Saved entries
BEGIN
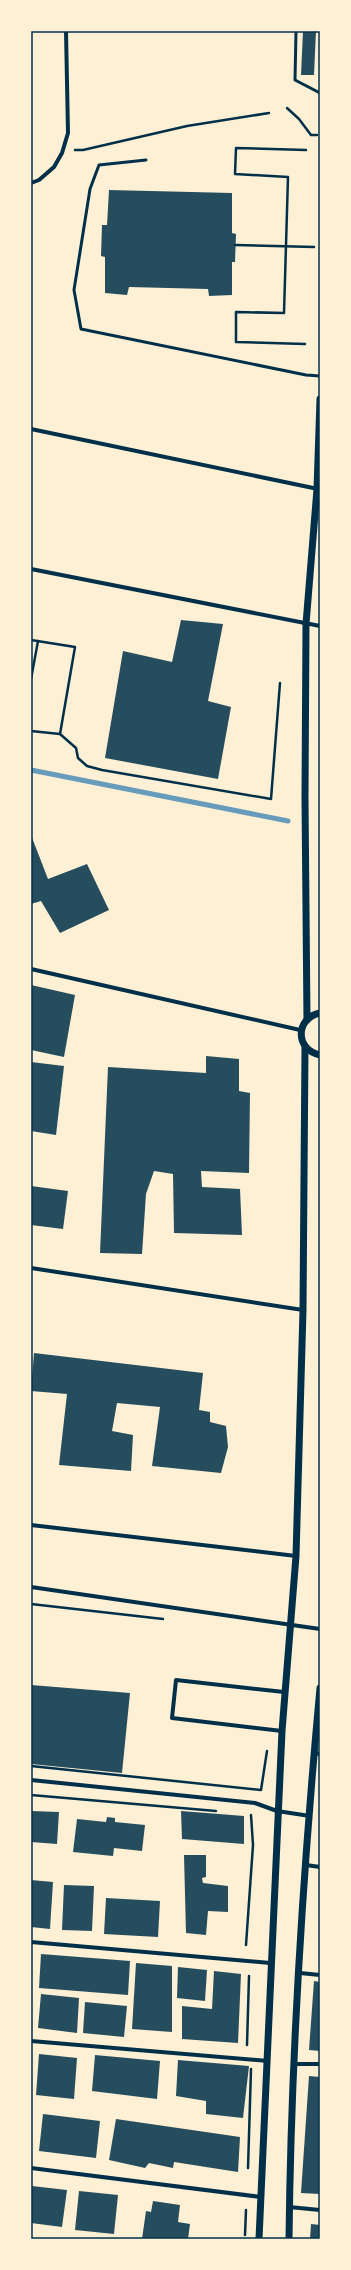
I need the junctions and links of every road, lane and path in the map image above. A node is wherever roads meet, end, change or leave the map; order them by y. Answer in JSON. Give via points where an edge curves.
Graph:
{"nodes":[{"id":1,"x":66,"y":31,"type":"edge"},
{"id":2,"x":296,"y":31,"type":"edge"},
{"id":3,"x":320,"y":93,"type":"edge"},
{"id":4,"x":287,"y":108,"type":"dead end"},
{"id":5,"x":269,"y":113,"type":"dead end"},
{"id":6,"x":316,"y":135,"type":"dead end"},
{"id":7,"x":75,"y":150,"type":"dead end"},
{"id":8,"x":306,"y":150,"type":"dead end"},
{"id":9,"x":146,"y":160,"type":"dead end"},
{"id":10,"x":31,"y":183,"type":"edge"},
{"id":11,"x":235,"y":245,"type":"dead end"},
{"id":12,"x":286,"y":246,"type":"junction"},
{"id":13,"x":314,"y":247,"type":"dead end"},
{"id":14,"x":306,"y":344,"type":"dead end"},
{"id":15,"x":320,"y":376,"type":"edge"},
{"id":16,"x":320,"y":399,"type":"edge"},
{"id":17,"x":31,"y":429,"type":"edge"},
{"id":18,"x":318,"y":489,"type":"edge"},
{"id":19,"x":31,"y":570,"type":"edge"},
{"id":20,"x":306,"y":624,"type":"junction"},
{"id":21,"x":320,"y":626,"type":"edge"},
{"id":22,"x":31,"y":640,"type":"edge"},
{"id":23,"x":38,"y":641,"type":"junction"},
{"id":24,"x":31,"y":679,"type":"edge"},
{"id":25,"x":280,"y":683,"type":"dead end"},
{"id":26,"x":31,"y":731,"type":"edge"},
{"id":27,"x":60,"y":734,"type":"junction"},
{"id":28,"x":31,"y":969,"type":"edge"},
{"id":29,"x":320,"y":1013,"type":"edge"},
{"id":30,"x":307,"y":1020,"type":"junction"},
{"id":31,"x":300,"y":1030,"type":"junction"},
{"id":32,"x":305,"y":1047,"type":"junction"},
{"id":33,"x":320,"y":1055,"type":"edge"},
{"id":34,"x":31,"y":1268,"type":"edge"},
{"id":35,"x":302,"y":1310,"type":"junction"},
{"id":36,"x":31,"y":1525,"type":"edge"},
{"id":37,"x":296,"y":1556,"type":"junction"},
{"id":38,"x":31,"y":1587,"type":"edge"},
{"id":39,"x":291,"y":1625,"type":"junction"},
{"id":40,"x":320,"y":1629,"type":"edge"},
{"id":41,"x":320,"y":1688,"type":"edge"},
{"id":42,"x":284,"y":1692,"type":"junction"},
{"id":43,"x":282,"y":1731,"type":"junction"},
{"id":44,"x":317,"y":1753,"type":"edge"},
{"id":45,"x":31,"y":1780,"type":"edge"},
{"id":46,"x":31,"y":1795,"type":"edge"},
{"id":47,"x":277,"y":1811,"type":"junction"},
{"id":48,"x":223,"y":1812,"type":"dead end"},
{"id":49,"x":245,"y":1814,"type":"dead end"},
{"id":50,"x":310,"y":1816,"type":"junction"},
{"id":51,"x":306,"y":1865,"type":"junction"},
{"id":52,"x":320,"y":1867,"type":"edge"},
{"id":53,"x":31,"y":1942,"type":"edge"},
{"id":54,"x":246,"y":1944,"type":"dead end"},
{"id":55,"x":270,"y":1963,"type":"junction"},
{"id":56,"x":300,"y":1973,"type":"junction"},
{"id":57,"x":320,"y":1975,"type":"edge"},
{"id":58,"x":249,"y":1976,"type":"dead end"},
{"id":59,"x":31,"y":2041,"type":"edge"},
{"id":60,"x":247,"y":2045,"type":"dead end"},
{"id":61,"x":268,"y":2061,"type":"junction"},
{"id":62,"x":294,"y":2064,"type":"junction"},
{"id":63,"x":320,"y":2064,"type":"edge"},
{"id":64,"x":251,"y":2065,"type":"dead end"},
{"id":65,"x":31,"y":2168,"type":"edge"},
{"id":66,"x":248,"y":2173,"type":"dead end"},
{"id":67,"x":262,"y":2197,"type":"junction"},
{"id":68,"x":289,"y":2207,"type":"junction"},
{"id":69,"x":246,"y":2210,"type":"dead end"},
{"id":70,"x":320,"y":2210,"type":"edge"},
{"id":71,"x":245,"y":2239,"type":"edge"},
{"id":72,"x":259,"y":2239,"type":"edge"},
{"id":73,"x":289,"y":2239,"type":"edge"}],
"edges":[{"from":1,"to":10,"type":"street","via":[[68,133],[62,153],[54,167]]},
{"from":2,"to":3,"type":"lane","via":[[295,80]]},
{"from":4,"to":6,"type":"path","via":[[311,135]]},
{"from":5,"to":7,"type":"path","via":[[187,126]]},
{"from":8,"to":12,"type":"path","via":[[236,148],[235,174],[288,176]]},
{"from":9,"to":15,"type":"lane","via":[[99,165],[90,189],[74,290],[81,329]]},
{"from":11,"to":12,"type":"path"},
{"from":12,"to":13,"type":"path"},
{"from":12,"to":14,"type":"path","via":[[284,313],[236,312],[236,342]]},
{"from":16,"to":18,"type":"street"},
{"from":17,"to":18,"type":"street"},
{"from":18,"to":20,"type":"street"},
{"from":19,"to":20,"type":"street"},
{"from":20,"to":21,"type":"street"},
{"from":20,"to":30,"type":"street","via":[[304,798]]},
{"from":22,"to":23,"type":"path"},
{"from":23,"to":24,"type":"path"},
{"from":23,"to":27,"type":"path","via":[[75,647]]},
{"from":25,"to":27,"type":"path","via":[[271,799],[87,766],[78,758],[76,748]]},
{"from":26,"to":27,"type":"path"},
{"from":28,"to":31,"type":"street"},
{"from":29,"to":30,"type":"street"},
{"from":30,"to":31,"type":"street"},
{"from":31,"to":32,"type":"street"},
{"from":32,"to":33,"type":"street"},
{"from":32,"to":35,"type":"street"},
{"from":34,"to":35,"type":"street"},
{"from":35,"to":37,"type":"street"},
{"from":36,"to":37,"type":"street"},
{"from":37,"to":39,"type":"street"},
{"from":38,"to":39,"type":"street"},
{"from":39,"to":40,"type":"street"},
{"from":39,"to":42,"type":"street"},
{"from":41,"to":44,"type":"street"},
{"from":42,"to":43,"type":"street"},
{"from":42,"to":43,"type":"street","via":[[176,1680],[172,1718]]},
{"from":43,"to":47,"type":"street"},
{"from":44,"to":50,"type":"street"},
{"from":45,"to":47,"type":"street","via":[[255,1803]]},
{"from":46,"to":48,"type":"path"},
{"from":47,"to":50,"type":"street"},
{"from":47,"to":55,"type":"street"},
{"from":49,"to":54,"type":"path","via":[[252,1815],[253,1845]]},
{"from":50,"to":51,"type":"street"},
{"from":51,"to":52,"type":"street"},
{"from":51,"to":56,"type":"street"},
{"from":53,"to":55,"type":"street"},
{"from":55,"to":61,"type":"street"},
{"from":56,"to":57,"type":"street"},
{"from":56,"to":62,"type":"street"},
{"from":58,"to":60,"type":"path"},
{"from":59,"to":61,"type":"street"},
{"from":61,"to":67,"type":"street"},
{"from":62,"to":63,"type":"street"},
{"from":62,"to":68,"type":"street"},
{"from":64,"to":66,"type":"path"},
{"from":65,"to":67,"type":"street"},
{"from":67,"to":72,"type":"street"},
{"from":68,"to":70,"type":"street"},
{"from":68,"to":73,"type":"street"},
{"from":69,"to":71,"type":"path"}]}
END
▶ Your objective
Each line above that contains the string "lane" should be copied.

▶ Task solution
I need the junctions and links of every road, lane and path in the map image above. A node is wherever roads meet, end, change or leave the map; order them by y. Answer in JSON. Give via points where an edge curves.
{"from":2,"to":3,"type":"lane","via":[[295,80]]},
{"from":9,"to":15,"type":"lane","via":[[99,165],[90,189],[74,290],[81,329]]},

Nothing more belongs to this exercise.